Medicare Part B covers benefits for emergency room visits. The services of emergency room department are offered when a person has an injury, sudden illness or an illness that gets much worse quickly.

Eligibility Criteria

All persons who are part of Medicare Part B are covered.

Costs For Emergency Room Visit

  • A person has to pay a co-payment for each visit to emergency department and a co-payment for each hospital service.
  • A person has to pay 20% of the Medicare-approved amount for the doctor’s services, and the Part B deductible is also included.
  • If a person is admitted to the same hospital for a related condition with 3 days of the emergency room visit, then he/she don’t pay the co-payment because the visit is considered as inpatient stay (and it comes under Medicare Part A).

Inpatient or outpatient hospital status during Emergency Visits affects costs.

Here are some common scenarios in an emergency case and a description of how Medicare will pay. Remember, the patient will be responsible for his/her deductible, co-insurance, and co-payment.

Situation Inpatient or Outpatient Part A pays Part B pays
If a person is in the Emergency Room (ER) and then he is hospitalized formally with a doctor’s order. Outpatient until admitted formally to the hospital (on doctor’s order). Inpatient following such admission. his Inpatient hospital stay. his doctor services and other outpatient services in ER.
If a patient visits the ER and is sent to the intensive care unit (ICU) for close monitoring. His doctor expects him to be sent home the next morning unless his condition worsens. His condition resolves and he is sent home the next day. Outpatient. Nothing. Your doctor services.
If a person comes to ER with chest pain, and the hospital keeps him for 2 nights. One night is spent in observation and the doctor writes an order for inpatient admission on the second day. Outpatient until admitted formally to hospital (on doctor’s order). Inpatient following such admission. his Inpatient hospital stay. Doctor services and hospital outpatient services (for example, ER visit, observation services, lab tests, or EKGs)

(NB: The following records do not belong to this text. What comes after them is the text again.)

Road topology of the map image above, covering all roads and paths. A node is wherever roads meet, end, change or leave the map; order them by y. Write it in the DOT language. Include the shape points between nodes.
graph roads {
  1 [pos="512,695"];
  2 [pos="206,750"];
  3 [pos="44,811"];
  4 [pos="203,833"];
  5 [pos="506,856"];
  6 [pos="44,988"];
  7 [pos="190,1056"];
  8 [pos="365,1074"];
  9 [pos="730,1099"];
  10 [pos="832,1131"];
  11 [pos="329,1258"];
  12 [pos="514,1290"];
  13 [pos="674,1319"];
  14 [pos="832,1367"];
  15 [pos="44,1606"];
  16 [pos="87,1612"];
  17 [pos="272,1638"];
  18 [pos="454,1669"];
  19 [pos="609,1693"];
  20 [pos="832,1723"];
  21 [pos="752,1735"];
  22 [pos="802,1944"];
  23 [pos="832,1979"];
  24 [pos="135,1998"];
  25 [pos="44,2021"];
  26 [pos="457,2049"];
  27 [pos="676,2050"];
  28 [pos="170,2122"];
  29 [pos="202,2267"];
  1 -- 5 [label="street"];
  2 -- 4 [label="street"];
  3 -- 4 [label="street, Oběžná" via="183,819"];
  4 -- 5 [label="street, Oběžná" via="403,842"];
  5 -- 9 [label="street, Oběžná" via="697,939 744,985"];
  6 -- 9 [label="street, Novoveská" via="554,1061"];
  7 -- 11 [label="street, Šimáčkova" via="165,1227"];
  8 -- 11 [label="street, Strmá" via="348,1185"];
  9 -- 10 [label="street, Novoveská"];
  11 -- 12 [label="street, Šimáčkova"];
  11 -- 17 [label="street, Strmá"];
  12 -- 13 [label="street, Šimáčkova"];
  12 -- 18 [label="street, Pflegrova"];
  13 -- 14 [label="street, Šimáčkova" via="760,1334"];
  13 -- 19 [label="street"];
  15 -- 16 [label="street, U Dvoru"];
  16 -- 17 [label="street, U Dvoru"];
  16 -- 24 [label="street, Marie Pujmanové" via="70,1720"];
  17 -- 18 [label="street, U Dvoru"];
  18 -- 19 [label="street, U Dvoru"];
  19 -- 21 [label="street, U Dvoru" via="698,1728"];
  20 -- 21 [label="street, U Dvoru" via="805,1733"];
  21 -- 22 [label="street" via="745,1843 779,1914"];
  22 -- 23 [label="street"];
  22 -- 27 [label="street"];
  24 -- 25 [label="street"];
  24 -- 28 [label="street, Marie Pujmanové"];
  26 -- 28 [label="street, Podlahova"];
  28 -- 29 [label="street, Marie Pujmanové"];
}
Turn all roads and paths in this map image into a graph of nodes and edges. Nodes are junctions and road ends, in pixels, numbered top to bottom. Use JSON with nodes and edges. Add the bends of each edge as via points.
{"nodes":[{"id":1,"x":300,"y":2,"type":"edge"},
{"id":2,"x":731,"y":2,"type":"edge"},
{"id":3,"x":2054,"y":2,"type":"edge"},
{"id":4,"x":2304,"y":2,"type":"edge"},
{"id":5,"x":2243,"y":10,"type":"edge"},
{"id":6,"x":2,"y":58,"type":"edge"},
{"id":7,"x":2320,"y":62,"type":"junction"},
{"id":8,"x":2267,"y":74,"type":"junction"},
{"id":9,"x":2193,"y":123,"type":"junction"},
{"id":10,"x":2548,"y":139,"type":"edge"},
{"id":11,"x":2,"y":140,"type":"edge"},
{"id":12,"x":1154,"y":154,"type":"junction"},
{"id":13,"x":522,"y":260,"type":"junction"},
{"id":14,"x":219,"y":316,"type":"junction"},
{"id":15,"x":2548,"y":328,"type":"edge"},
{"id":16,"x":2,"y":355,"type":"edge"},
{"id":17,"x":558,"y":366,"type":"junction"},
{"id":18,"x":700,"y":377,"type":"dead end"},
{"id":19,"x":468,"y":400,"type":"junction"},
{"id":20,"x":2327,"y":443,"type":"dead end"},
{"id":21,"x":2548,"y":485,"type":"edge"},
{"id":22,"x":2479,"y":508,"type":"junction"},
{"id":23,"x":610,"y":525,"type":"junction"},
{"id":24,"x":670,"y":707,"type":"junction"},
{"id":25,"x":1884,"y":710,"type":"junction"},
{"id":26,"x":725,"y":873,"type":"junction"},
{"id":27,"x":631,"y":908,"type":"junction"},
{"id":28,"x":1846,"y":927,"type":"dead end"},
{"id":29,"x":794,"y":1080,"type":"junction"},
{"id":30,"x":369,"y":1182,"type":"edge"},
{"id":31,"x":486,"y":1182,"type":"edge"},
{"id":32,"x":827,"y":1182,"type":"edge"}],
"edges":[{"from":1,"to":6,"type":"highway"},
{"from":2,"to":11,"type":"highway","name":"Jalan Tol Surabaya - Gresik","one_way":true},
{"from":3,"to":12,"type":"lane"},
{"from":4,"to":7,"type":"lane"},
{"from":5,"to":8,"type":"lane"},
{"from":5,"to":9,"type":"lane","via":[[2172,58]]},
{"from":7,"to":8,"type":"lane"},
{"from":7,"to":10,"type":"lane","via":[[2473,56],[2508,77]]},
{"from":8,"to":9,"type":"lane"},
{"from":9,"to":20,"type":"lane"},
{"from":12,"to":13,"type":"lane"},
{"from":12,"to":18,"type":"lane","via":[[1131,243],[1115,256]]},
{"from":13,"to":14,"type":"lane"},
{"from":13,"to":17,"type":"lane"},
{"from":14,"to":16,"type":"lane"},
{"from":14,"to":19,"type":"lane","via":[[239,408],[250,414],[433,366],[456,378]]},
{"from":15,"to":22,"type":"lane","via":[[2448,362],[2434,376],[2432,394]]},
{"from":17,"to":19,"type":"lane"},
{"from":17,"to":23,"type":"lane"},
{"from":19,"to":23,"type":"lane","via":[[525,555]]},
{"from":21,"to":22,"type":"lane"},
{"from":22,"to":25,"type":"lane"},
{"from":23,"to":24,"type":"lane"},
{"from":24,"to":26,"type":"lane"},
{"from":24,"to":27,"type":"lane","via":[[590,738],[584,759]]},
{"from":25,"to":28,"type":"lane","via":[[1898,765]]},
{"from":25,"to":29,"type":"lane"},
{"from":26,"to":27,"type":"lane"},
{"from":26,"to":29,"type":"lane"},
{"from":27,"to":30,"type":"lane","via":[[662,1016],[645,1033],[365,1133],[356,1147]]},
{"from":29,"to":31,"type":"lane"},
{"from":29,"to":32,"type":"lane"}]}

Emergency Hospital Transportation

A person can get emergency ambulance service when he had a sudden medical emergency, and his health is in serious danger because he can’t be safely transported by other means, like by car or taxi. The ambulance services are covered under Part-B.

Below are the examples of when Medicare might cover emergency ambulance transportation.

  • If a person is in shock, unconscious, or bleeding heavily.
  • If a person needs skilled medical treatment during transportation.